### Work to be completed
Once you have read the entries below, repeat all of them exactly.

### Material supplied
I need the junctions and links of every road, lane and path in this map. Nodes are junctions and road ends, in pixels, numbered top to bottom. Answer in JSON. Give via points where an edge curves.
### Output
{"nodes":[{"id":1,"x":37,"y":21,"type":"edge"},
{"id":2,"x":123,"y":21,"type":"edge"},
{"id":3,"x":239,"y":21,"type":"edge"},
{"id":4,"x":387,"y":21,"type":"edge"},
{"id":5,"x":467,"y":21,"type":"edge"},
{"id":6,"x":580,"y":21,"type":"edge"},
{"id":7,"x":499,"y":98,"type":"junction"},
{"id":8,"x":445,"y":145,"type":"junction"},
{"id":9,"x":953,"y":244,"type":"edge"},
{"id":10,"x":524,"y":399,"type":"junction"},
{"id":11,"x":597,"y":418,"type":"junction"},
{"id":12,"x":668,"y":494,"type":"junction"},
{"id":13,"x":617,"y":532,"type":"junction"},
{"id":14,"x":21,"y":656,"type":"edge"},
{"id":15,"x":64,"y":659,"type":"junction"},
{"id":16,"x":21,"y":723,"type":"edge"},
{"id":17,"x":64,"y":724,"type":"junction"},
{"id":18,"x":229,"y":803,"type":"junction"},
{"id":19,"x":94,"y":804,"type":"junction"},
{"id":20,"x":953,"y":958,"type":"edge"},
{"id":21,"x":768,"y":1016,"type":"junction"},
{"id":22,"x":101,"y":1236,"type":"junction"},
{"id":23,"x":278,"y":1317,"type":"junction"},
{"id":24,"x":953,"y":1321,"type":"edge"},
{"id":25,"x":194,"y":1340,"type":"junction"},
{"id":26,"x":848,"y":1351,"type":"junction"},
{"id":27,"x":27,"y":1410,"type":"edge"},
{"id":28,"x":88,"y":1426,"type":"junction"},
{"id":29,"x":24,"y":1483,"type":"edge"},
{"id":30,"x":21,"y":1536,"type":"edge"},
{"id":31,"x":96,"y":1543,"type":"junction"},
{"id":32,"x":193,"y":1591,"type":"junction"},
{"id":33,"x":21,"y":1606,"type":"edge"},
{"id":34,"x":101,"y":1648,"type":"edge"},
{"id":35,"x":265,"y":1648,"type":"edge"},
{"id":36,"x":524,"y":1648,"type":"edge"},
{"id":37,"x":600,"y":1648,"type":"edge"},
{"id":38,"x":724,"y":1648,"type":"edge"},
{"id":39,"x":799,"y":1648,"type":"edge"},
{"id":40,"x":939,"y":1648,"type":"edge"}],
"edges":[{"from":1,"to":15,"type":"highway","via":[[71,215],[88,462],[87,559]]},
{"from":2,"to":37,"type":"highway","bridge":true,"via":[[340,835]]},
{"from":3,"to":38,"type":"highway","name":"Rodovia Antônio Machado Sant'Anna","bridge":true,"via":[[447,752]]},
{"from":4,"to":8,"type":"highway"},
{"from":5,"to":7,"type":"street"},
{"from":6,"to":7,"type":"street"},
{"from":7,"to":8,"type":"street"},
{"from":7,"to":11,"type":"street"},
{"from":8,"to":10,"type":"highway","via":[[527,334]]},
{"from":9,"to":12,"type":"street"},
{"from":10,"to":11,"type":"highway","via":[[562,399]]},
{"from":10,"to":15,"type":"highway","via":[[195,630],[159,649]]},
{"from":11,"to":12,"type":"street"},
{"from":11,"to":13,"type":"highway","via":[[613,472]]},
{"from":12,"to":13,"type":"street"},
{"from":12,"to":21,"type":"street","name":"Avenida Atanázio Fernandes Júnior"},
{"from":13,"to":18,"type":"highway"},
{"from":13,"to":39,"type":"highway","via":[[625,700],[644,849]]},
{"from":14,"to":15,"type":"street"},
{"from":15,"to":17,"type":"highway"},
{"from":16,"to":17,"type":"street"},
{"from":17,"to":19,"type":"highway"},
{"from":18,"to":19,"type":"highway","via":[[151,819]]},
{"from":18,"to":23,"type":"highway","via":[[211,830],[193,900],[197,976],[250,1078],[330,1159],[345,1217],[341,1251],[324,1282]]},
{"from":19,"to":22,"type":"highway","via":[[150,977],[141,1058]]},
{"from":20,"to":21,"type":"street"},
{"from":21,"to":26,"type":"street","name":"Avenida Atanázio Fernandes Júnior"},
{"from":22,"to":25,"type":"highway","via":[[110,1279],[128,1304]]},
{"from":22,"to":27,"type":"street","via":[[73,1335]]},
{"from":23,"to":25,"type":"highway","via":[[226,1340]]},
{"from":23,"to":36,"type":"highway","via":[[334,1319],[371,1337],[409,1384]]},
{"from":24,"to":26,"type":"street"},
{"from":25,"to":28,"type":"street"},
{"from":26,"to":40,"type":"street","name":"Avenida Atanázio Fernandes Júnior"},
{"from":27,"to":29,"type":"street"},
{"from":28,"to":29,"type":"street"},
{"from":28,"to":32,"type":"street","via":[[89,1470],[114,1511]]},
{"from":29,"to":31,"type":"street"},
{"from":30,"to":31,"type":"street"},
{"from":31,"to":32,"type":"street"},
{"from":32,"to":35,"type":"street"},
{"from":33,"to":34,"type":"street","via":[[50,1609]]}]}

### Result of this task
I need the junctions and links of every road, lane and path in this map. Nodes are junctions and road ends, in pixels, numbered top to bottom. Answer in JSON. Give via points where an edge curves.
### Output
{"nodes":[{"id":1,"x":37,"y":21,"type":"edge"},
{"id":2,"x":123,"y":21,"type":"edge"},
{"id":3,"x":239,"y":21,"type":"edge"},
{"id":4,"x":387,"y":21,"type":"edge"},
{"id":5,"x":467,"y":21,"type":"edge"},
{"id":6,"x":580,"y":21,"type":"edge"},
{"id":7,"x":499,"y":98,"type":"junction"},
{"id":8,"x":445,"y":145,"type":"junction"},
{"id":9,"x":953,"y":244,"type":"edge"},
{"id":10,"x":524,"y":399,"type":"junction"},
{"id":11,"x":597,"y":418,"type":"junction"},
{"id":12,"x":668,"y":494,"type":"junction"},
{"id":13,"x":617,"y":532,"type":"junction"},
{"id":14,"x":21,"y":656,"type":"edge"},
{"id":15,"x":64,"y":659,"type":"junction"},
{"id":16,"x":21,"y":723,"type":"edge"},
{"id":17,"x":64,"y":724,"type":"junction"},
{"id":18,"x":229,"y":803,"type":"junction"},
{"id":19,"x":94,"y":804,"type":"junction"},
{"id":20,"x":953,"y":958,"type":"edge"},
{"id":21,"x":768,"y":1016,"type":"junction"},
{"id":22,"x":101,"y":1236,"type":"junction"},
{"id":23,"x":278,"y":1317,"type":"junction"},
{"id":24,"x":953,"y":1321,"type":"edge"},
{"id":25,"x":194,"y":1340,"type":"junction"},
{"id":26,"x":848,"y":1351,"type":"junction"},
{"id":27,"x":27,"y":1410,"type":"edge"},
{"id":28,"x":88,"y":1426,"type":"junction"},
{"id":29,"x":24,"y":1483,"type":"edge"},
{"id":30,"x":21,"y":1536,"type":"edge"},
{"id":31,"x":96,"y":1543,"type":"junction"},
{"id":32,"x":193,"y":1591,"type":"junction"},
{"id":33,"x":21,"y":1606,"type":"edge"},
{"id":34,"x":101,"y":1648,"type":"edge"},
{"id":35,"x":265,"y":1648,"type":"edge"},
{"id":36,"x":524,"y":1648,"type":"edge"},
{"id":37,"x":600,"y":1648,"type":"edge"},
{"id":38,"x":724,"y":1648,"type":"edge"},
{"id":39,"x":799,"y":1648,"type":"edge"},
{"id":40,"x":939,"y":1648,"type":"edge"}],
"edges":[{"from":1,"to":15,"type":"highway","via":[[71,215],[88,462],[87,559]]},
{"from":2,"to":37,"type":"highway","bridge":true,"via":[[340,835]]},
{"from":3,"to":38,"type":"highway","name":"Rodovia Antônio Machado Sant'Anna","bridge":true,"via":[[447,752]]},
{"from":4,"to":8,"type":"highway"},
{"from":5,"to":7,"type":"street"},
{"from":6,"to":7,"type":"street"},
{"from":7,"to":8,"type":"street"},
{"from":7,"to":11,"type":"street"},
{"from":8,"to":10,"type":"highway","via":[[527,334]]},
{"from":9,"to":12,"type":"street"},
{"from":10,"to":11,"type":"highway","via":[[562,399]]},
{"from":10,"to":15,"type":"highway","via":[[195,630],[159,649]]},
{"from":11,"to":12,"type":"street"},
{"from":11,"to":13,"type":"highway","via":[[613,472]]},
{"from":12,"to":13,"type":"street"},
{"from":12,"to":21,"type":"street","name":"Avenida Atanázio Fernandes Júnior"},
{"from":13,"to":18,"type":"highway"},
{"from":13,"to":39,"type":"highway","via":[[625,700],[644,849]]},
{"from":14,"to":15,"type":"street"},
{"from":15,"to":17,"type":"highway"},
{"from":16,"to":17,"type":"street"},
{"from":17,"to":19,"type":"highway"},
{"from":18,"to":19,"type":"highway","via":[[151,819]]},
{"from":18,"to":23,"type":"highway","via":[[211,830],[193,900],[197,976],[250,1078],[330,1159],[345,1217],[341,1251],[324,1282]]},
{"from":19,"to":22,"type":"highway","via":[[150,977],[141,1058]]},
{"from":20,"to":21,"type":"street"},
{"from":21,"to":26,"type":"street","name":"Avenida Atanázio Fernandes Júnior"},
{"from":22,"to":25,"type":"highway","via":[[110,1279],[128,1304]]},
{"from":22,"to":27,"type":"street","via":[[73,1335]]},
{"from":23,"to":25,"type":"highway","via":[[226,1340]]},
{"from":23,"to":36,"type":"highway","via":[[334,1319],[371,1337],[409,1384]]},
{"from":24,"to":26,"type":"street"},
{"from":25,"to":28,"type":"street"},
{"from":26,"to":40,"type":"street","name":"Avenida Atanázio Fernandes Júnior"},
{"from":27,"to":29,"type":"street"},
{"from":28,"to":29,"type":"street"},
{"from":28,"to":32,"type":"street","via":[[89,1470],[114,1511]]},
{"from":29,"to":31,"type":"street"},
{"from":30,"to":31,"type":"street"},
{"from":31,"to":32,"type":"street"},
{"from":32,"to":35,"type":"street"},
{"from":33,"to":34,"type":"street","via":[[50,1609]]}]}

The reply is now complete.